Dataset excerpts:
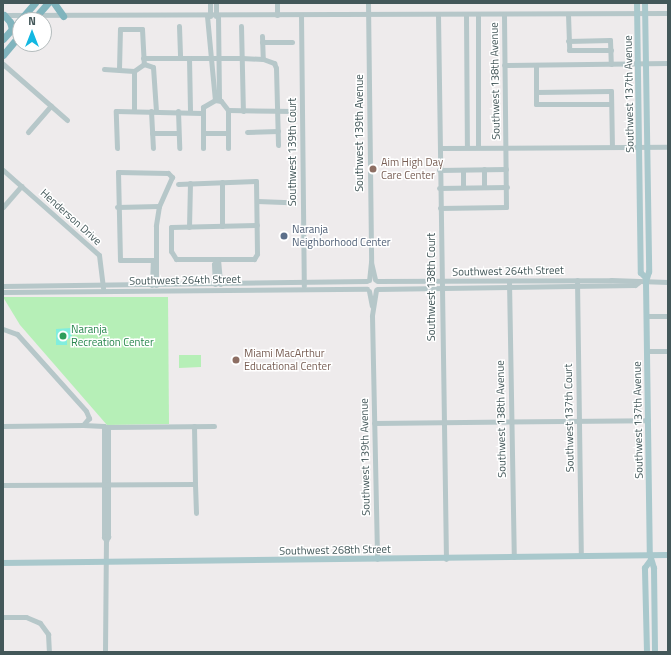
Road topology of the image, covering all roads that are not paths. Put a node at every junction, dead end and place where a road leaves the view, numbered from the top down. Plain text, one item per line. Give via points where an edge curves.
1 (35, 3) edge
2 (48, 3) edge
3 (54, 3) edge
4 (210, 3) edge
5 (216, 3) edge
6 (277, 3) edge
7 (368, 3) edge
8 (637, 3) edge
9 (645, 3) edge
10 (27, 12) edge
11 (40, 12) edge
12 (637, 13) junction
13 (646, 13) junction
14 (668, 13) edge
15 (368, 14) junction
16 (478, 14) junction
17 (504, 14) junction
18 (568, 14) junction
19 (3, 15) edge
20 (277, 15) junction
21 (301, 15) junction
22 (438, 15) junction
23 (466, 15) junction
24 (63, 16) junction
25 (209, 16) junction
26 (217, 16) junction
27 (52, 17) edge
28 (179, 26) dead end
29 (241, 26) dead end
30 (12, 30) joint
31 (262, 36) dead end
32 (3, 40) edge
33 (568, 41) junction
34 (262, 42) junction
35 (292, 42) dead end
36 (12, 44) edge
37 (611, 50) junction
38 (3, 55) edge
39 (180, 58) junction
40 (189, 58) junction
41 (212, 58) junction
42 (219, 58) junction
43 (242, 58) junction
44 (262, 59) junction
45 (144, 61) junction
46 (3, 64) edge
47 (611, 64) junction
48 (638, 64) junction
49 (647, 64) junction
50 (668, 64) edge
51 (504, 65) junction
52 (536, 65) junction
53 (104, 69) dead end
54 (119, 69) junction
55 (134, 71) junction
56 (213, 79) junction
57 (219, 79) junction
58 (536, 92) junction
59 (217, 100) junction
60 (611, 104) junction
61 (51, 106) junction
62 (228, 110) junction
63 (134, 111) junction
64 (153, 111) junction
65 (178, 111) junction
66 (190, 111) junction
67 (243, 111) junction
68 (278, 111) junction
69 (294, 112) dead end
70 (202, 113) junction
71 (67, 120) dead end
72 (278, 131) junction
73 (28, 132) dead end
74 (152, 132) junction
75 (247, 132) dead end
76 (178, 133) junction
77 (202, 133) junction
78 (228, 133) junction
79 (278, 146) dead end
80 (612, 146) junction
81 (639, 146) junction
82 (648, 146) junction
83 (467, 147) junction
84 (478, 147) junction
85 (506, 147) junction
86 (668, 147) edge
87 (117, 148) dead end
88 (153, 148) dead end
89 (179, 148) dead end
90 (203, 148) dead end
91 (228, 148) dead end
92 (440, 148) junction
93 (484, 169) junction
94 (506, 169) junction
95 (3, 170) edge
96 (439, 170) junction
97 (463, 170) junction
98 (222, 182) junction
99 (190, 183) junction
100 (178, 184) dead end
101 (21, 186) junction
102 (463, 187) junction
103 (484, 187) junction
104 (507, 187) junction
105 (439, 188) junction
106 (257, 201) junction
107 (290, 202) dead end
108 (160, 206) junction
109 (3, 207) edge
110 (117, 207) junction
111 (440, 208) junction
112 (257, 225) junction
113 (222, 226) junction
114 (189, 227) junction
115 (218, 259) junction
116 (154, 260) junction
117 (371, 262) junction
118 (368, 280) junction
119 (376, 280) junction
120 (643, 281) junction
121 (668, 282) edge
122 (577, 283) junction
123 (217, 284) junction
124 (441, 284) junction
125 (509, 284) junction
126 (154, 285) junction
127 (3, 286) edge
128 (304, 286) junction
129 (103, 288) junction
130 (377, 289) junction
131 (368, 290) junction
132 (3, 292) edge
133 (372, 306) junction
134 (646, 316) junction
135 (668, 316) edge
136 (3, 329) edge
137 (647, 351) junction
138 (668, 351) edge
139 (580, 420) junction
140 (648, 420) junction
141 (511, 421) junction
142 (443, 422) junction
143 (374, 423) junction
144 (85, 424) junction
145 (3, 426) edge
146 (194, 426) junction
147 (214, 426) dead end
148 (106, 427) junction
149 (195, 484) junction
150 (3, 485) edge
151 (106, 485) junction
152 (196, 513) dead end
153 (650, 555) junction
154 (668, 555) edge
155 (581, 556) junction
156 (514, 557) junction
157 (377, 559) junction
158 (446, 559) junction
159 (105, 562) junction
160 (650, 562) junction
161 (3, 563) edge
162 (3, 617) edge
163 (49, 652) edge
164 (105, 652) edge
165 (647, 652) edge
166 (655, 652) edge

1 - 10 highway
2 - 11 highway
3 - 24 highway
4 - 25 street
5 - 26 street
6 - 20 street
7 - 15 street, Southwest 139th Avenue
8 - 12 main road, Southwest 137th Avenue
9 - 13 main road, Southwest 137th Avenue
12 - 13 street
12 - 18 street
12 - 48 main road, Southwest 137th Avenue
13 - 14 street
13 - 49 main road, Southwest 137th Avenue
15 - 21 street
15 - 22 street
15 - 117 street, Southwest 139th Avenue
16 - 17 street
16 - 23 street
16 - 84 street
17 - 18 street
17 - 51 street, Southwest 138th Avenue
18 - 33 street
19 - 30 highway via 10,22
20 - 21 street
20 - 26 street
21 - 128 street, Southwest 139th Court
22 - 23 street
22 - 92 street, Southwest 138th Court
23 - 83 street
24 - 25 street
24 - 27 street
25 - 26 street
25 - 41 street
26 - 42 street
28 - 39 street
29 - 43 street
30 - 32 highway
31 - 34 street
33 - 37 street via 568,48 572,51
33 - 37 street via 610,40
34 - 35 street
34 - 44 street
36 - 38 highway
37 - 47 street
39 - 40 street
39 - 45 street
40 - 41 street
40 - 66 street
41 - 42 street
41 - 56 street
42 - 43 street
42 - 57 street
43 - 44 street
43 - 67 street
44 - 68 street via 274,63 276,68
45 - 54 street via 142,29 120,29
45 - 55 street
45 - 64 street via 153,67 155,74
46 - 61 street
47 - 48 street
47 - 52 street
48 - 49 street
48 - 81 main road, Southwest 137th Avenue
49 - 50 street
49 - 82 main road, Southwest 137th Avenue
51 - 52 street
51 - 85 street, Southwest 138th Avenue
52 - 58 street
53 - 54 street
54 - 55 street
55 - 63 street
56 - 57 street
56 - 59 street
57 - 59 street
58 - 60 street via 536,104
58 - 60 street via 611,91
59 - 62 street
59 - 70 street via 204,106
60 - 80 street
61 - 71 street
61 - 73 street
62 - 67 street
62 - 78 street
63 - 64 street
63 - 87 street via 116,111
64 - 65 street
64 - 74 street
65 - 66 street
65 - 76 street
66 - 70 street
67 - 68 street
68 - 69 street
68 - 72 street
70 - 77 street
72 - 75 street
72 - 79 street
74 - 76 street
74 - 88 street
76 - 89 street
77 - 78 street
77 - 90 street
78 - 91 street
80 - 81 street
80 - 85 street
81 - 82 street
81 - 120 main road, Southwest 137th Avenue
82 - 86 street
82 - 120 main road, Southwest 137th Avenue via 649,273
83 - 84 street
83 - 92 street
84 - 85 street
85 - 94 street, Southwest 138th Avenue
92 - 96 street, Southwest 138th Court
93 - 94 street
93 - 97 street
93 - 103 street
94 - 104 street, Southwest 138th Avenue
95 - 101 street, Henderson Drive
96 - 97 street
96 - 105 street, Southwest 138th Court
97 - 102 street
98 - 99 street
98 - 106 street via 256,181
98 - 113 street
99 - 100 street
99 - 114 street
101 - 109 street
101 - 129 street, Henderson Drive via 99,255
102 - 103 street
102 - 105 street
103 - 104 street
104 - 111 street, Southwest 138th Avenue via 506,207
105 - 111 street, Southwest 138th Court
106 - 107 street
106 - 112 street
108 - 110 street
108 - 110 street via 172,177 168,173 118,172
108 - 116 street
110 - 116 street via 120,260
111 - 124 street, Southwest 138th Court
112 - 113 street
112 - 115 street via 257,254 254,259
113 - 114 street
114 - 115 street via 171,227 171,251 176,259
115 - 123 street
116 - 126 street
117 - 118 street, Southwest 139th Avenue
117 - 119 street, Southwest 139th Avenue
118 - 119 street, Southwest 264th Street
118 - 128 street, Southwest 264th Street
118 - 131 street, Southwest 139th Avenue
119 - 124 street, Southwest 264th Street
119 - 130 street, Southwest 139th Avenue
120 - 121 street, Southwest 264th Street
120 - 122 street, Southwest 264th Street
120 - 134 main road, Southwest 137th Avenue
122 - 125 street, Southwest 264th Street
122 - 139 street, Southwest 137th Court
123 - 126 street, Southwest 264th Street
123 - 128 street, Southwest 264th Street
124 - 125 street, Southwest 264th Street
124 - 130 street, Southwest 264th Street
124 - 142 street, Southwest 138th Court
125 - 141 street, Southwest 138th Avenue
126 - 129 street, Southwest 264th Street
127 - 129 street, Southwest 264th Street
128 - 129 street, Southwest 264th Street
128 - 131 street, Southwest 264th Street
129 - 132 street, Southwest 264th Street
130 - 131 street, Southwest 264th Street
130 - 133 street, Southwest 139th Avenue
131 - 133 street, Southwest 139th Avenue
133 - 143 street, Southwest 139th Avenue
134 - 135 street
134 - 137 main road, Southwest 137th Avenue
136 - 144 street via 14,332 86,412
137 - 138 street
137 - 140 main road, Southwest 137th Avenue
139 - 140 street
139 - 141 street
139 - 155 street, Southwest 137th Court
140 - 153 main road, Southwest 137th Avenue
141 - 142 street
141 - 156 street, Southwest 138th Avenue
142 - 143 street
142 - 158 street, Southwest 138th Court
143 - 157 street, Southwest 139th Avenue
144 - 145 street
144 - 148 street
146 - 147 street
146 - 148 street
146 - 149 street
148 - 151 street
149 - 151 street
149 - 152 street
150 - 151 street
151 - 159 street
153 - 154 main road, Southwest 268th Street
153 - 155 main road, Southwest 268th Street
153 - 160 main road, Southwest 137th Avenue
155 - 156 main road, Southwest 268th Street
156 - 158 main road, Southwest 268th Street
157 - 158 main road, Southwest 268th Street
157 - 159 main road, Southwest 268th Street
159 - 161 main road, Southwest 268th Street
159 - 164 street
160 - 165 main road, Southwest 137th Avenue via 645,568
160 - 166 main road, Southwest 137th Avenue via 654,568
162 - 163 street via 33,619 45,628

REQUIRED WORK: Copy the lines above that hold the word "Court".

REPLY:
21 - 128 street, Southwest 139th Court
22 - 92 street, Southwest 138th Court
92 - 96 street, Southwest 138th Court
96 - 105 street, Southwest 138th Court
105 - 111 street, Southwest 138th Court
111 - 124 street, Southwest 138th Court
122 - 139 street, Southwest 137th Court
124 - 142 street, Southwest 138th Court
139 - 155 street, Southwest 137th Court
142 - 158 street, Southwest 138th Court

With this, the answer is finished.